In this study, researchers analyzed more than 7,000 understudied regions of DNA known as non-canonical open reading frames (ncORFs). They found thus far that roughly 25 percent of these regions produce detectable protein-like molecules, many of which are fewer than 50 amino acids in length.

Because the function of most of these molecules remains unclear, the research team introduced the concept of “peptideins” to describe them — acknowledging their protein-like nature while leaving open questions about their biological roles.

ISB’s Role: Confirming Discovery at Scale

ISB played a central role in validating these discoveries, analyzing nearly 100,000 mass spectrometry experiments comprising more than 3.7 billion spectra drawn from publicly available datasets.

Using the ISB-developed Trans Proteomic Pipeline and the PeptideAtlas resources, researchers were able to confirm the existence of these peptideins with high confidence.

“Our developments in large-scale data processing at ISB provide us the capability to analyze the world’s publicly available proteomics data at scale, which was essential to this discovery,” said ISB Principal Scientist Dr. Eric Deutsch, co-first author of the study. “This work highlights the importance of open science infrastructure and data standards leadership, and demonstrates how large-scale data integration can reveal entirely new layers of biology.”

Implications for Disease and Therapy

Many of the newly identified peptideins are detected within cells and presented on cell surfaces as antigens to the immune system, making them potential targets for targeted cancer therapeutics. Others may play roles in gene regulation, homeostasis, cell division, and disease processes that have so far remained unexplained.

In early experiments, researchers identified several peptideins that appear essential for cancer cell survival, suggesting they could serve as future drug targets.

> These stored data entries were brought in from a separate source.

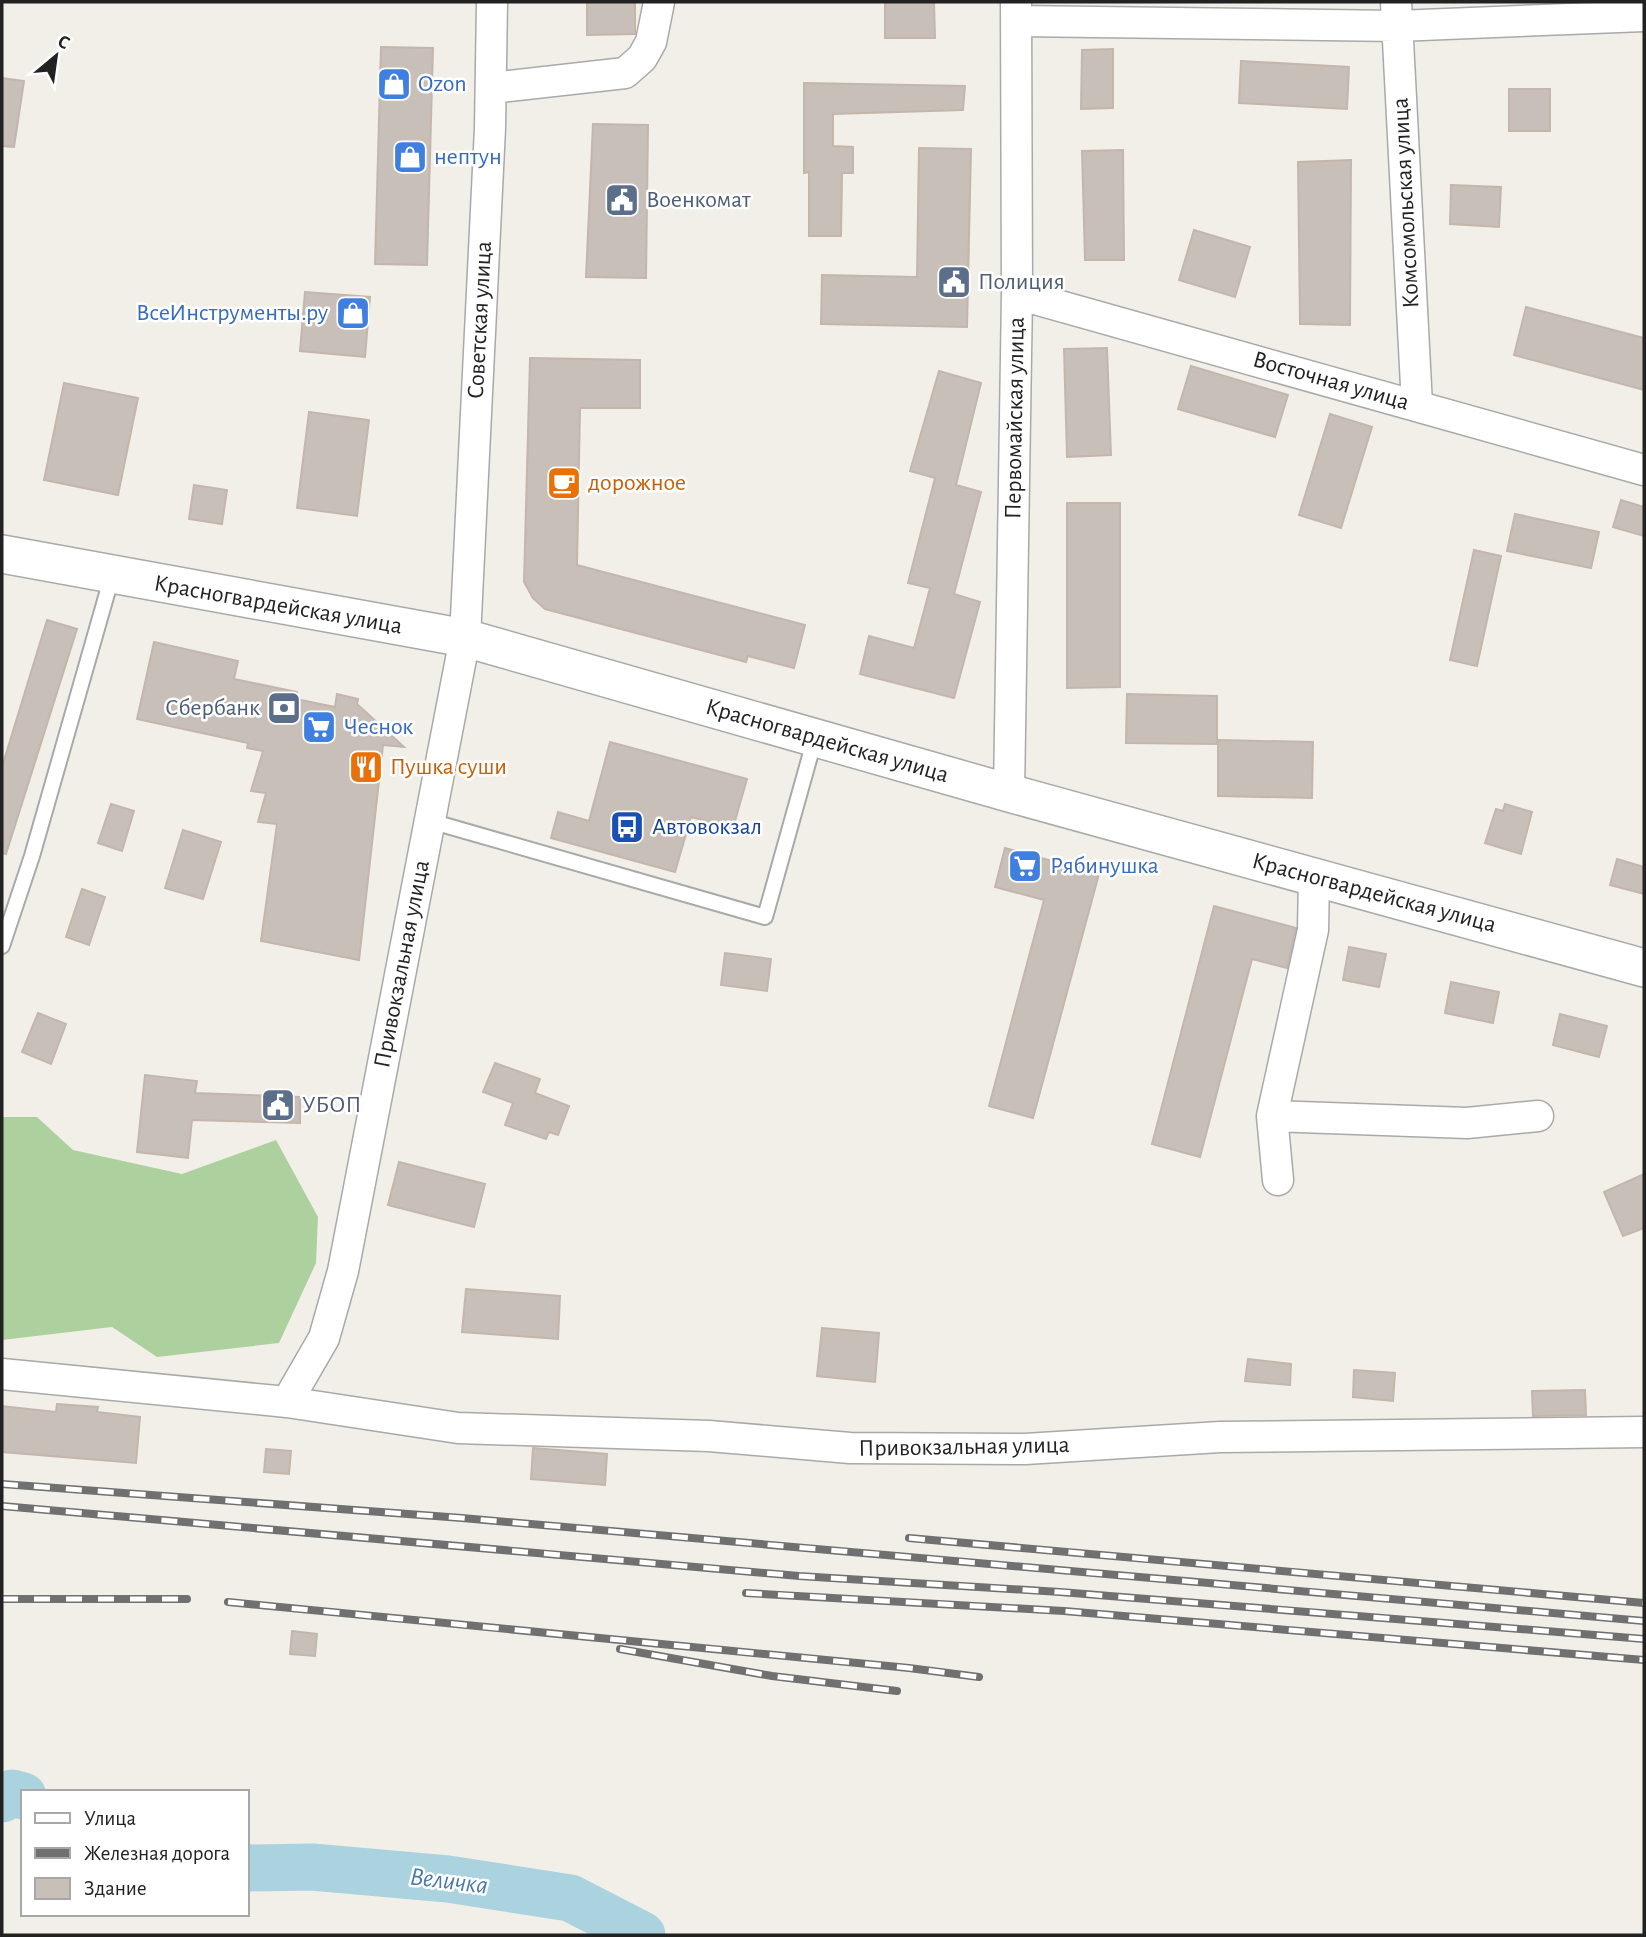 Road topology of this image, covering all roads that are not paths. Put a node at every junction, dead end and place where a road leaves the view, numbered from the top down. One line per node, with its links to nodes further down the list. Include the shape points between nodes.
1 (492, 2): 6 (street, Советская улица)
2 (659, 2): 6 (street, via 650,42 642,58 625,73)
3 (1016, 11): 4 (street); 7 (street, Первомайская улица)
4 (1397, 14): 5 (street); 8 (street, Комсомольская улица)
5 (1644, 16)
6 (491, 88): 12 (street, Советская улица)
7 (1017, 294): 8 (street, Восточная улица); 14 (street, Первомайская улица)
8 (1417, 405): 9 (street, Восточная улица)
9 (1644, 470)
10 (2, 554): 11 (street, Красногвардейская улица)
11 (113, 575): 12 (street, Красногвардейская улица); 17 (lane)
12 (465, 638): 13 (street, Красногвардейская улица); 15 (street, Привокзальная улица)
13 (815, 738): 14 (street, Красногвардейская улица); 15 (lane, via 765,917)
14 (1009, 793): 16 (street, Красногвардейская улица)
15 (430, 821): 23 (street, Привокзальная улица, via 343,1271 324,1338)
16 (1314, 877): 18 (street, Красногвардейская улица); 19 (street, via 1313,930)
17 (2, 947)
18 (1644, 968)
19 (1272, 1116): 20 (street, via 1467,1123); 21 (street)
20 (1538, 1116)
21 (1278, 1180)
22 (2, 1374): 23 (street, Привокзальная улица)
23 (287, 1402): 24 (street, Привокзальная улица, via 458,1429 709,1436 850,1448 1025,1449 1220,1437)
24 (1644, 1432) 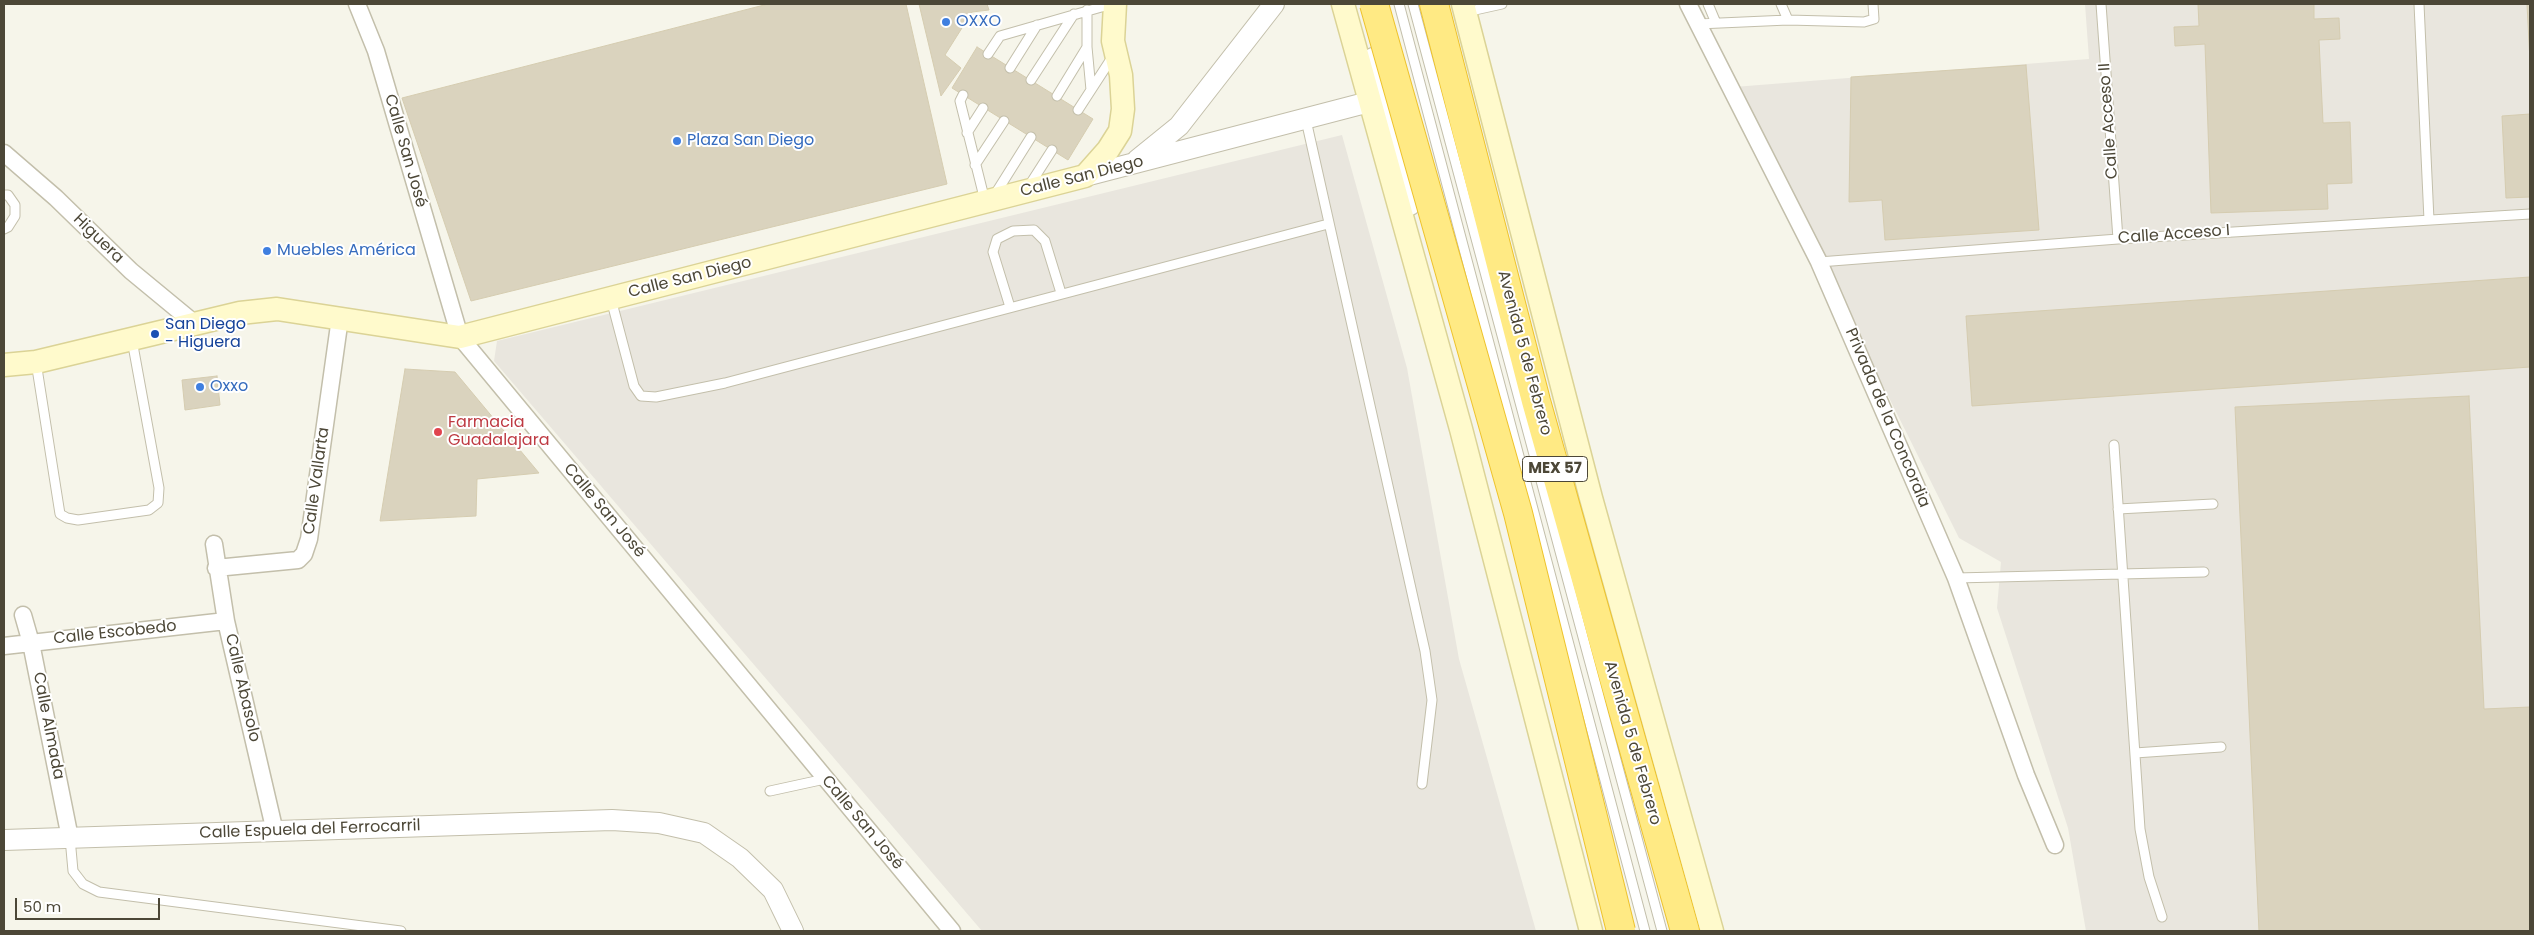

“This is not just an expansion of the protein catalog — it’s a shift in how we think about gene function,” Moritz said. “We are opening the door to an entirely new area of biology that could have profound implications for understanding and treating human disease.”

The research was conducted in conjunction with the TransCODE Consortium, an international collaboration of more than 60 scientists across 30 institutions worldwide focusing on identifying, annotating, and cataloging human non-canonical open reading frames (ncORFs).